I was struck by his words and fell silent. I sat there and let my mind grapple with Waldo’s outburst. He was a very perceptive man, but I wasn’t used to this directness.
‘Yes,’ I fumbled, ‘I think you may be on the right track. It’s true, I am somewhat engrossed in the condition of those who aren’t mainstream, who aren’t typical members of society, if there are such things.’
‘Could this do with you being Welsh?’
‘Yes, I suppose so.’
‘We’re not that small a minority – there are nearly three million of us,’ he replied.
‘I realise that. I’m more concerned about the half a million or so who speak Welsh, not that the rest are any less Welsh of course. It’s just that there’s a poignancy about the language and its fate.’
‘Any idea how many languages there are in the world?’
‘Wow – now you’re asking. Five hundred? A thousand?
‘You’re way off. About six and a half thousand.’
‘My God – as many as that.’
He told me the statistics. Half the languages on Earth – over three thousand – have less than ten thousand speakers each. They really are small. They make the Welsh language seem prosperous. And 28 per cent of all languages are spoken by fewer than a thousand. Yes – more than a quarter of the world’s languages have fewer than a thousand speakers apiece.
‘Puts things in perspective for you,’ said Waldo. ‘So we’re not such a washed up bunch after all.’
‘Yes, but you know what I’m driving at. No matter how optimistic we try to feel, we all sense that tide o
f uniformity washing over us. How many major languages are there?’
‘It’s true – a few major languages are making huge gains, especially English. Ten major languages account for half the world’s population. And the big boys are gaining all the time.’
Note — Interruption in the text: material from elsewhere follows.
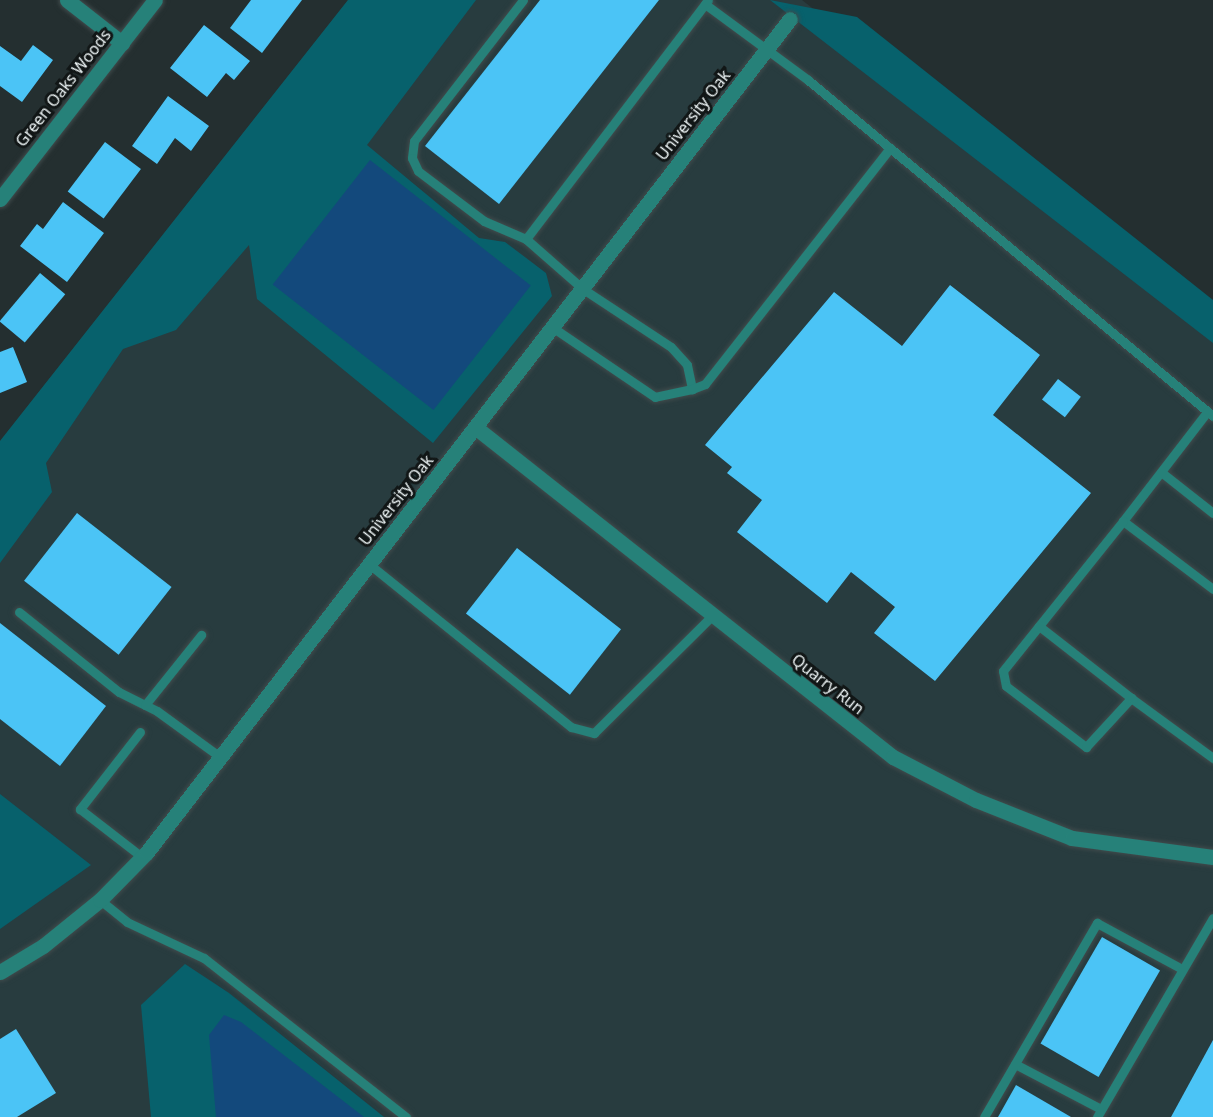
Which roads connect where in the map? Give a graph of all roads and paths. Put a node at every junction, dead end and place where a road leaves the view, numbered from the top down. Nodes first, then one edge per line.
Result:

I knew the major causes – urbanisation, westernisation, global communications and marketing, population movement and discrimination. Most languages are facing extinction and linguists say that over half the world’s languages are moribund and will not be passed on. We and our children are living at a point in the history of the world when the majority of languages will vanish within two generations. Imagine all that history and experience down the drain, all those nuances lost, all that diversity and difference, everything which has made the world interesting, attractive. We’re looking at a one-stop shop peopled by identikit humans grazing on a McDonalds/Coca Cola axis in identical high streets and supermalls, with not a whit of difference between Bangor and Bangalore, Cardiff and Korea. Doesn’t that really mess your head up? Doesn’t that make you want to weep for all those languages which will be eradicated by men in suits who are as indifferent to our collective fate as the raiding, looting, raping, murdering armies of the past?
It was almost dark in the room. We looked into the fire, and I remembered my childhood, when looking for shapes in the embers was a major pastime. This was before television, before domestic electricity. How naive we were.
Tornelaian Finnish, Asturian, Aragonese, Catalan, Basque, Galician, Occitan, Romany, Sami, Mirandese, Frisian, Low Saxon, Ladin, Sardinian, Luxembourgish, Aromanian, Vlach, Pomaki... these were just a few of the languages which would disappear. And that was just in Europe.
‘Enough, enough!’ I said with a slight laugh. ‘Indeed. We all know what the situation is.’
‘Look at it this way,’ said Waldo, ‘there are dozens of dialects and ways of life which have disappeared from Wales without our knowing, and we’re none the wiser. Perhaps, after we’ve reached a mono-state with one world language, one culture and one colour, we will explode into a zillion fragments again, a human equivalent of the Big Bang – perhaps that’s the essential pulse of the universe. One thing’s sure. We won’t be here to see it.’